In animals and plants, the respiratory system (also known as the respiratory apparatus or ventilatory system) is a biological system that consists of specific organs and structures for gas exchange. Depending on the organism’s size, environment, and evolutionary history, the anatomy and physiology that allows this to happen vary drastically. Land animals’ respiratory surfaces are internalised as lungs linings. Millions of tiny air sacs in the lungs exchange gas; these are known as alveoli in mammals and reptiles and atria in birds. These little air sacs, which have a rich blood supply, bring the air into close contact with the blood.
The trachea, which branches into the two main bronchi in the middle of the chest, connects these air sacs to the outside world by a series of airways, or hollow tubes. These enter the lungs and branch into a series of smaller tubes known as bronchioles, which branch into progressively narrower secondary and tertiary bronchi. Parabronchi are the bronchioles found in birds. The bronchioles, or parabronchi, in mammals enter the microscopic alveoli, whereas the atria do so in birds. The muscles of respiration must pump air from the environment into the alveoli or atria during the breathing process.
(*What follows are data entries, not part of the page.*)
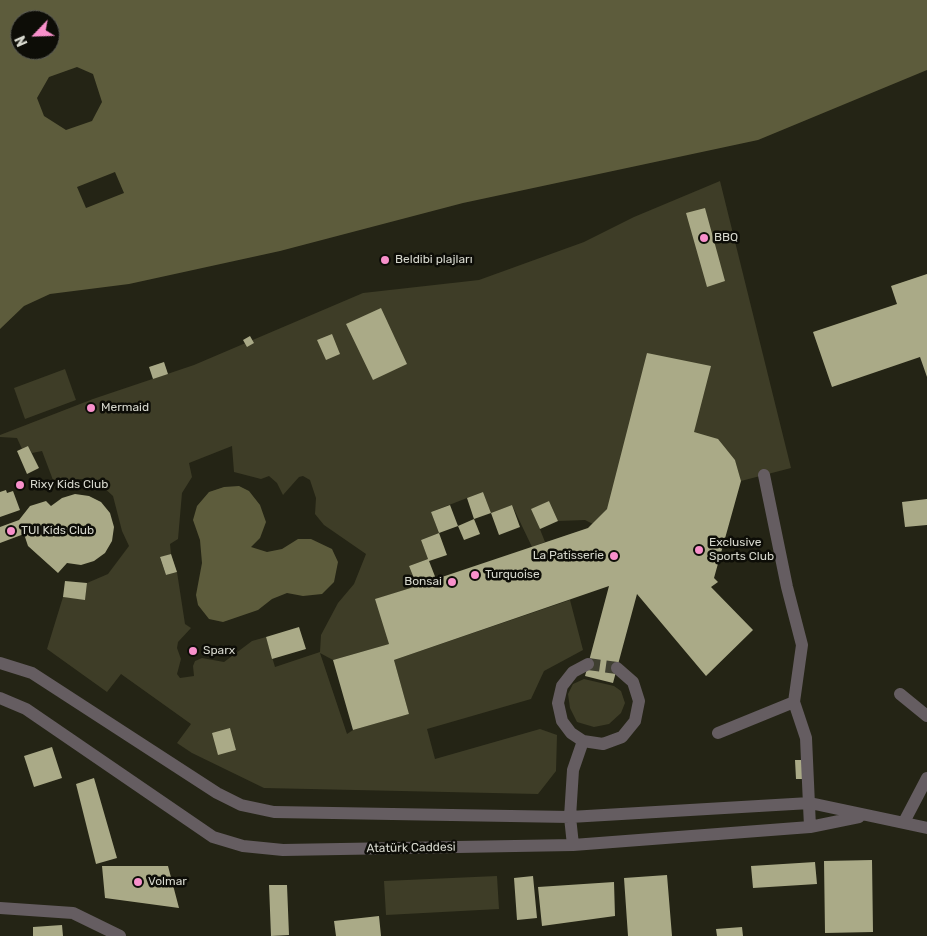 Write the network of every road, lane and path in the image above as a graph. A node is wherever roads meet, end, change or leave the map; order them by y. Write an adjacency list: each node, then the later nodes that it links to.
1 (764, 475): 7 (street)
2 (0, 663): 14 (street, Atatürk Caddesi)
3 (588, 664): 10 (street)
4 (617, 668): 10 (street)
5 (900, 694): 8 (street)
6 (0, 698): 18 (street, Atatürk Caddesi)
7 (794, 702): 9 (street); 12 (street)
8 (927, 716)
9 (718, 733)
10 (583, 741): 14 (street)
11 (927, 778): 15 (street)
12 (810, 804): 13 (street, Atatürk Caddesi); 14 (street, Atatürk Caddesi); 16 (street)
13 (864, 816): 15 (street, Atatürk Caddesi); 16 (street, Atatürk Caddesi)
14 (570, 817): 18 (street)
15 (904, 822): 17 (street, Atatürk Caddesi)
16 (810, 827): 18 (street, Atatürk Caddesi)
17 (927, 828)
18 (573, 845)
19 (0, 908): 20 (street)
20 (120, 936)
Most fish and other aquatic species’ respiratory systems (including vertebrates and invertebrates) are made up of gills, which are partially or totally external organs that are bathed in the aqueous environment. Water flows through the gills in a variety of active and passive ways. Gas exchange occurs in the gills, which are made up of thin or extremely flat filaments, and the lammelae, which expose a large surface area of highly vascularized tissue to the water.
Other species, such as insects, have very simple anatomical components in their respiratory systems, and even the skin of amphibians plays a role in gas exchange. Plants have respiratory systems as well, albeit the directionality of gas exchange differs from that of animals.
Plants’ respiratory systems contain anatomical components like stomata, which can be found all over the plant.